# Different destinations



## Ithrynluin (Jun 27, 2004)

Tuor and Idril, a mortal and an immortal, loved each other greatly and were granted (or rather, Tuor was) the fate of the Elves.

Beren and Lúthien, also a mortal and immortal, who shared probably the fairest love story there ever was, were granted the destinies of Men, and died, and left the Circles of the World.

Now it could also be mentioned that Aragorn and Arwen got to be mortals just like Beren and Lúthien did, but their case is different in that the dominion of Men was fast approaching and if they were to be King and Queen, they could only be mortal and no other way.

Why do you think this distinction exists? Why were these two couples handled differently? Why couldn't Beren and Lúthien remain together in the land of Aman?


----------



## HLGStrider (Jun 28, 2004)

I think Arwen and Aragorn should be left out of the discussion. They simply are part of the Lord of the Rings and so in a different ball park.. .am I making any sense? 

Anyway, perhaps it was simply so one couple could go one way and the other the other? In the writing sense. . .

but in the sense of the story, I always thought it was because Luthien had to make a sacrifice for Beren to carry over the strength of her character and the tragedy of their love. It would be too easy if Beren gets the girl and eternal life in the package. No sacrfice whatsoever. On the other hand, Luthien giving up her eternal life is a glorious sacrifice, and much more heroic.


----------



## Artanis (Jun 28, 2004)

Gorthaur said:


> Why do you think this distinction exists? Why were these two couples handled differently? Why couldn't Beren and Lúthien remain together in the land of Aman?

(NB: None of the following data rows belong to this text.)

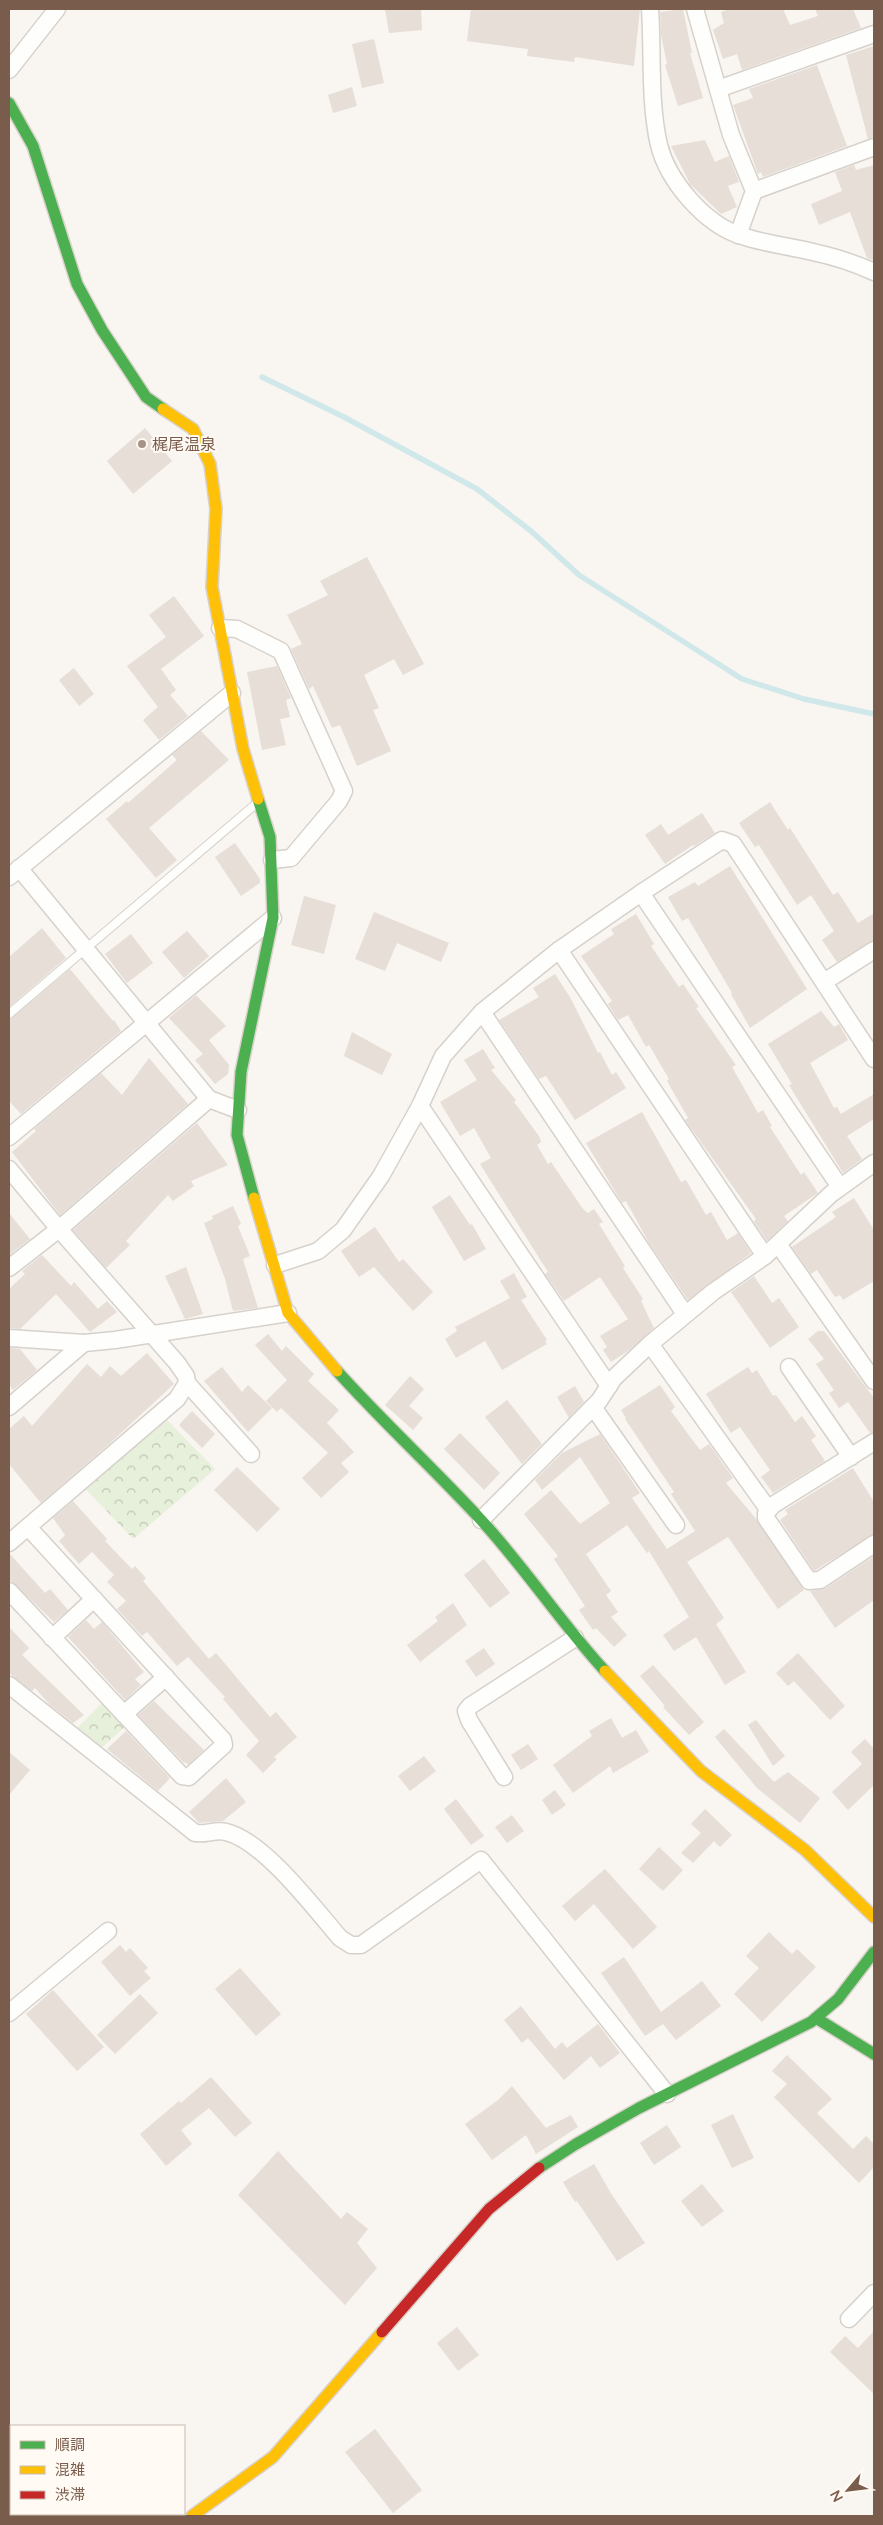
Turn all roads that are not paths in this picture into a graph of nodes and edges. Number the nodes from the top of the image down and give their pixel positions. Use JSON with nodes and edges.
{"nodes":[{"id":1,"x":57,"y":9,"type":"edge"},
{"id":2,"x":650,"y":9,"type":"edge"},
{"id":3,"x":695,"y":9,"type":"edge"},
{"id":4,"x":874,"y":34,"type":"edge"},
{"id":5,"x":9,"y":70,"type":"edge"},
{"id":6,"x":718,"y":90,"type":"junction"},
{"id":7,"x":9,"y":103,"type":"edge"},
{"id":8,"x":874,"y":147,"type":"edge"},
{"id":9,"x":754,"y":191,"type":"junction"},
{"id":10,"x":738,"y":235,"type":"junction"},
{"id":11,"x":874,"y":272,"type":"edge"},
{"id":12,"x":220,"y":628,"type":"junction"},
{"id":13,"x":232,"y":693,"type":"junction"},
{"id":14,"x":259,"y":801,"type":"junction"},
{"id":15,"x":272,"y":860,"type":"junction"},
{"id":16,"x":14,"y":872,"type":"edge"},
{"id":17,"x":641,"y":892,"type":"junction"},
{"id":18,"x":273,"y":918,"type":"junction"},
{"id":19,"x":86,"y":950,"type":"junction"},
{"id":20,"x":559,"y":950,"type":"junction"},
{"id":21,"x":874,"y":950,"type":"edge"},
{"id":22,"x":824,"y":982,"type":"junction"},
{"id":23,"x":482,"y":1012,"type":"junction"},
{"id":24,"x":9,"y":1014,"type":"edge"},
{"id":25,"x":145,"y":1022,"type":"junction"},
{"id":26,"x":874,"y":1060,"type":"edge"},
{"id":27,"x":209,"y":1099,"type":"junction"},
{"id":28,"x":420,"y":1106,"type":"junction"},
{"id":29,"x":238,"y":1110,"type":"junction"},
{"id":30,"x":9,"y":1138,"type":"edge"},
{"id":31,"x":9,"y":1169,"type":"edge"},
{"id":32,"x":871,"y":1171,"type":"edge"},
{"id":33,"x":840,"y":1187,"type":"junction"},
{"id":34,"x":59,"y":1229,"type":"junction"},
{"id":35,"x":778,"y":1244,"type":"junction"},
{"id":36,"x":765,"y":1256,"type":"junction"},
{"id":37,"x":275,"y":1265,"type":"junction"},
{"id":38,"x":9,"y":1268,"type":"edge"},
{"id":39,"x":288,"y":1314,"type":"junction"},
{"id":40,"x":685,"y":1314,"type":"junction"},
{"id":41,"x":151,"y":1335,"type":"junction"},
{"id":42,"x":9,"y":1338,"type":"edge"},
{"id":43,"x":84,"y":1343,"type":"junction"},
{"id":44,"x":650,"y":1344,"type":"junction"},
{"id":45,"x":789,"y":1367,"type":"dead end"},
{"id":46,"x":874,"y":1381,"type":"edge"},
{"id":47,"x":187,"y":1383,"type":"junction"},
{"id":48,"x":609,"y":1386,"type":"junction"},
{"id":49,"x":593,"y":1407,"type":"junction"},
{"id":50,"x":9,"y":1408,"type":"edge"},
{"id":51,"x":874,"y":1442,"type":"edge"},
{"id":52,"x":251,"y":1454,"type":"dead end"},
{"id":53,"x":851,"y":1457,"type":"junction"},
{"id":54,"x":768,"y":1509,"type":"junction"},
{"id":55,"x":481,"y":1520,"type":"junction"},
{"id":56,"x":676,"y":1525,"type":"dead end"},
{"id":57,"x":28,"y":1527,"type":"junction"},
{"id":58,"x":9,"y":1543,"type":"edge"},
{"id":59,"x":874,"y":1544,"type":"edge"},
{"id":60,"x":9,"y":1591,"type":"edge"},
{"id":61,"x":94,"y":1599,"type":"junction"},
{"id":62,"x":52,"y":1638,"type":"junction"},
{"id":63,"x":575,"y":1638,"type":"junction"},
{"id":64,"x":166,"y":1677,"type":"junction"},
{"id":65,"x":9,"y":1685,"type":"edge"},
{"id":66,"x":124,"y":1714,"type":"junction"},
{"id":67,"x":504,"y":1777,"type":"dead end"},
{"id":68,"x":874,"y":1917,"type":"edge"},
{"id":69,"x":108,"y":1930,"type":"dead end"},
{"id":70,"x":874,"y":1952,"type":"edge"},
{"id":71,"x":9,"y":2013,"type":"edge"},
{"id":72,"x":816,"y":2018,"type":"junction"},
{"id":73,"x":874,"y":2054,"type":"edge"},
{"id":74,"x":667,"y":2094,"type":"junction"},
{"id":75,"x":874,"y":2293,"type":"edge"},
{"id":76,"x":849,"y":2319,"type":"dead end"},
{"id":77,"x":192,"y":2516,"type":"edge"}],
"edges":[{"from":1,"to":5,"type":"street"},
{"from":2,"to":10,"type":"street"},
{"from":3,"to":6,"type":"street"},
{"from":4,"to":6,"type":"street"},
{"from":6,"to":9,"type":"street"},
{"from":7,"to":12,"type":"street"},
{"from":8,"to":9,"type":"street"},
{"from":9,"to":10,"type":"street"},
{"from":10,"to":11,"type":"street"},
{"from":12,"to":13,"type":"street"},
{"from":12,"to":15,"type":"street"},
{"from":13,"to":14,"type":"street"},
{"from":13,"to":16,"type":"street"},
{"from":14,"to":15,"type":"street"},
{"from":14,"to":19,"type":"lane"},
{"from":15,"to":18,"type":"street"},
{"from":16,"to":19,"type":"street"},
{"from":17,"to":20,"type":"street"},
{"from":17,"to":22,"type":"street"},
{"from":17,"to":33,"type":"street"},
{"from":18,"to":25,"type":"street"},
{"from":18,"to":29,"type":"street"},
{"from":19,"to":24,"type":"lane"},
{"from":19,"to":25,"type":"street"},
{"from":20,"to":23,"type":"street"},
{"from":20,"to":36,"type":"street"},
{"from":21,"to":22,"type":"street"},
{"from":22,"to":26,"type":"street"},
{"from":23,"to":28,"type":"street"},
{"from":23,"to":40,"type":"street"},
{"from":25,"to":27,"type":"street"},
{"from":25,"to":30,"type":"street"},
{"from":27,"to":29,"type":"street"},
{"from":27,"to":34,"type":"street"},
{"from":28,"to":37,"type":"street"},
{"from":28,"to":48,"type":"street"},
{"from":29,"to":37,"type":"street"},
{"from":31,"to":34,"type":"street"},
{"from":32,"to":33,"type":"street"},
{"from":33,"to":35,"type":"street"},
{"from":34,"to":38,"type":"street"},
{"from":34,"to":41,"type":"street"},
{"from":35,"to":36,"type":"street"},
{"from":35,"to":46,"type":"street"},
{"from":36,"to":40,"type":"street"},
{"from":37,"to":39,"type":"street"},
{"from":39,"to":41,"type":"street"},
{"from":39,"to":55,"type":"street"},
{"from":40,"to":44,"type":"street"},
{"from":41,"to":43,"type":"street"},
{"from":41,"to":47,"type":"street"},
{"from":42,"to":43,"type":"street"},
{"from":43,"to":50,"type":"street"},
{"from":44,"to":48,"type":"street"},
{"from":44,"to":54,"type":"street"},
{"from":45,"to":53,"type":"street"},
{"from":47,"to":52,"type":"street"},
{"from":47,"to":57,"type":"street"},
{"from":48,"to":49,"type":"street"},
{"from":49,"to":55,"type":"street"},
{"from":49,"to":56,"type":"street"},
{"from":51,"to":53,"type":"street"},
{"from":53,"to":54,"type":"street"},
{"from":54,"to":59,"type":"street"},
{"from":55,"to":63,"type":"street"},
{"from":57,"to":58,"type":"street"},
{"from":57,"to":61,"type":"street"},
{"from":60,"to":62,"type":"street"},
{"from":61,"to":62,"type":"street"},
{"from":61,"to":64,"type":"street"},
{"from":62,"to":66,"type":"street"},
{"from":63,"to":67,"type":"street"},
{"from":63,"to":68,"type":"street"},
{"from":64,"to":66,"type":"street"},
{"from":64,"to":66,"type":"street"},
{"from":65,"to":74,"type":"street"},
{"from":69,"to":71,"type":"street"},
{"from":70,"to":72,"type":"street"},
{"from":72,"to":73,"type":"street"},
{"from":72,"to":74,"type":"street"},
{"from":74,"to":77,"type":"street"},
{"from":75,"to":76,"type":"street"}]}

It is not clear to me which two of the three couples you mention you are talking about here, but I'm assuming you're talking about the different fates of Tuor/Idril and Beren/Lúthien. The case of Arwen is different, since she was a Half-Elven.

Lúthien is to me a very special case. She wasn't only immortal, she was of divine race, but chose mortality for the case of a Man. Beren and Lúthien could not dwell together in Aman, for not even Manwë had the power to take away death, the Gift to Men. But through Manwë Iluvatar gave Lúthien the opportunity to have a part in this gift.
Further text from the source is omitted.